In each county, there are multiple levels of participants who provide data to the study at different phases of the implementation process. This methodology is consistent with the ISF notion that to achieve and maintain widespread and sustainable implementation of evidence-based programs, a framework is needed that integrates implementation activities across multiple levels (political, policy, organizational, practitioner) within a wide ecological context, rather than focusing solely on clinical competence of the practitioner in implementing a given evidence-based protocol. Toward this effort, the SIC shows promise as a tool to assess and define implementation behavior. Such tools are necessary for the evaluation of success of different implementation strategies such as the CDT. Further, this tool could prove beneficial in empirically validating frameworks, such as the ISF, that posit the importance of multi-agent interactions and behavior.
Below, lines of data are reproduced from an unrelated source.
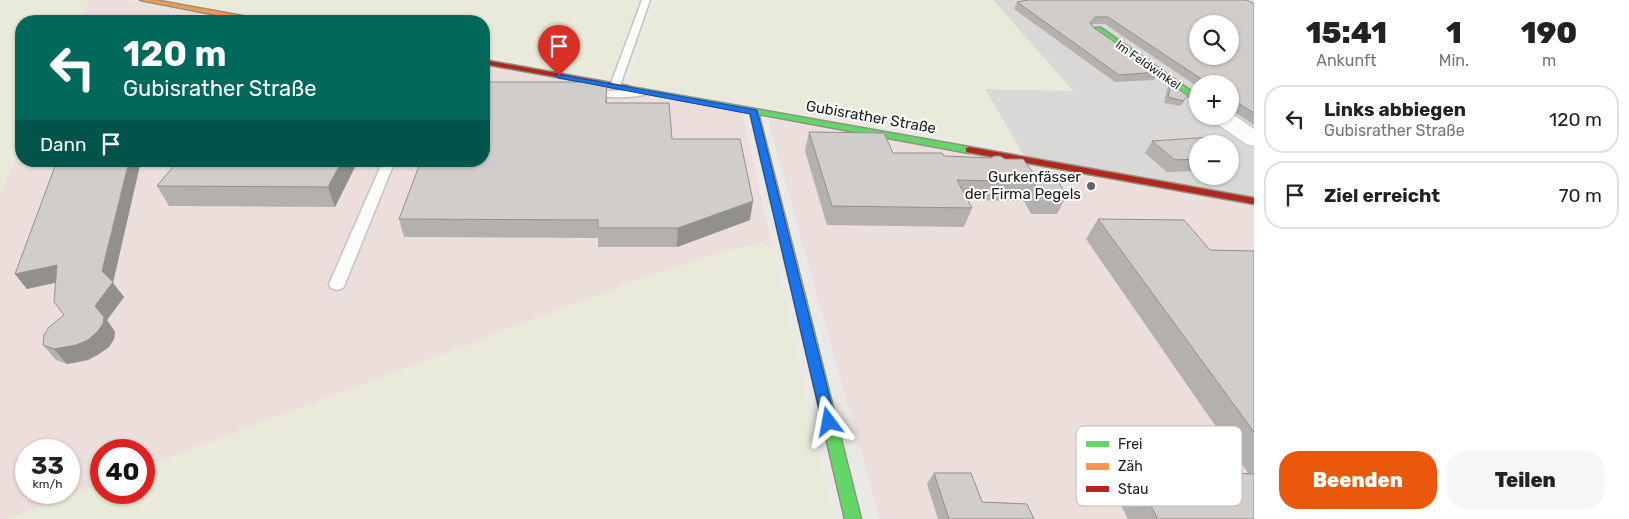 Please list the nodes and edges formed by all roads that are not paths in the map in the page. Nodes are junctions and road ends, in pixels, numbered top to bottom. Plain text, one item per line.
1 (143, 0) edge
2 (646, 0) edge
3 (226, 15) edge
4 (1098, 30) edge
5 (490, 63) edge
6 (615, 86) junction
7 (572, 91) edge
8 (644, 92) junction
9 (1189, 94) edge
10 (754, 112) junction
11 (1234, 125) edge
12 (1254, 139) edge
13 (386, 167) edge
14 (1254, 201) edge
15 (337, 284) dead end
16 (852, 519) edge

1 - 3 street
2 - 6 lane
4 - 9 street, Im Feldwinkel
5 - 6 street, Gubisrather Straße
6 - 8 street, Gubisrather Straße
7 - 8 lane
8 - 10 street, Gubisrather Straße
10 - 14 street, Gubisrather Straße
10 - 16 street
11 - 12 street
13 - 15 lane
Of note, in order to use the SIC to compare across implementation strategies, activities had to be standardized across conditions. The method for how the activities were achieved, however, is not well defined by the SIC and is of great interest in understanding how the procedures of one strategy differ from another. For example, the written implementation plan (Stage 3) is completed as a group activity for CDT participants, whereas it is completed individually for those receiving IND. Future analyses will focus on if the process (versus simply the act of completing or not) is important in implementation procedures. Previous analyses suggesting that the duration (i.e., how long it takes to complete a stage) significantly impacts successful program start-up (Saldana et al. 2011) suggests that this process will be important. That is, counties who complete activities as a group often complete multiple activities on a single meeting (over a day or two) decreasing the stage duration, whereas those who do them individually have a tendency to extend their progress over time. The implication, therefore, is that interactive implementation is more efficient and potentially successful.
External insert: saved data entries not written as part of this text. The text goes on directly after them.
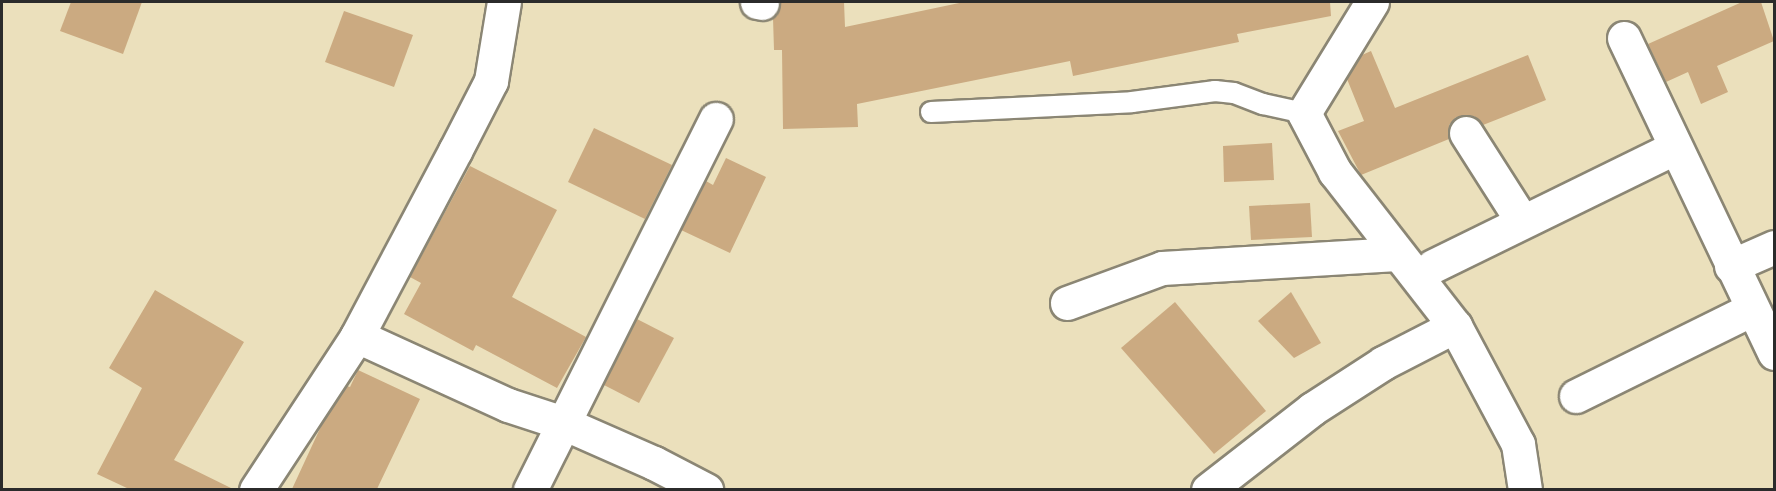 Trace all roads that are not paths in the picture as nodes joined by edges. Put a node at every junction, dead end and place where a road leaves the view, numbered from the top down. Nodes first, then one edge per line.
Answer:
1 (504, 2) edge
2 (1372, 2) edge
3 (1624, 38) dead end
4 (931, 112) dead end
5 (1304, 113) junction
6 (716, 119) dead end
7 (1466, 133) dead end
8 (1674, 148) junction
9 (1522, 221) junction
10 (1774, 247) edge
11 (1397, 254) junction
12 (1433, 266) dead end
13 (1731, 266) junction
14 (1067, 303) dead end
15 (1752, 309) junction
16 (1455, 326) junction
17 (357, 336) junction
18 (1774, 352) edge
19 (1576, 396) dead end
20 (563, 423) junction
21 (256, 489) edge
22 (530, 489) edge
23 (706, 489) edge
24 (1208, 489) edge
25 (1526, 489) edge

1 - 17 street
2 - 5 street
3 - 8 street
4 - 5 lane
5 - 11 street
6 - 20 street
7 - 9 street
8 - 9 street
8 - 13 street
9 - 12 street
10 - 13 street
11 - 14 street
11 - 16 street
13 - 15 street
15 - 18 street
15 - 19 street
16 - 24 street
16 - 25 street
17 - 20 street
17 - 21 street
20 - 22 street
20 - 23 street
As has been discussed in this paper, the CDT model incorporates many of the goals and specific features of the ISF support system. The overlap in these models which were conceptualized and developed within entirely separate disciplines (public mental health for the CDT and prevention science for the ISF) speaks to their potential utility to advance evidence based work in the young field of implementation science. As highlighted in the ISF support system, the CDT model relies heavily on interactions between developers, technical support staff, key stake-holders, and service providers with each providing essential information with regard for the potential of successful implementation. By including each of these perspectives in the SIC assessment, the current study provides a unique opportunity to empirically evaluate if the elements of the ISF, as exemplified through the CDT, are indeed beneficial in moving communities toward Getting To Outcomes. If the CDT model successfully demonstrates positive outcomes for implementation success, this study will help to support the ISF as a framework for filling the chasm between research and practice.
This work was supported by the National Institute of Mental Health R01MH076158 and the National Institute on Drug Abuse KDA021603.
Disclaimer: Chamberlain is a partner in Treatment Foster Care Consultants Inc, a company that provides consultation to systems and agencies wishing to implement MTFC.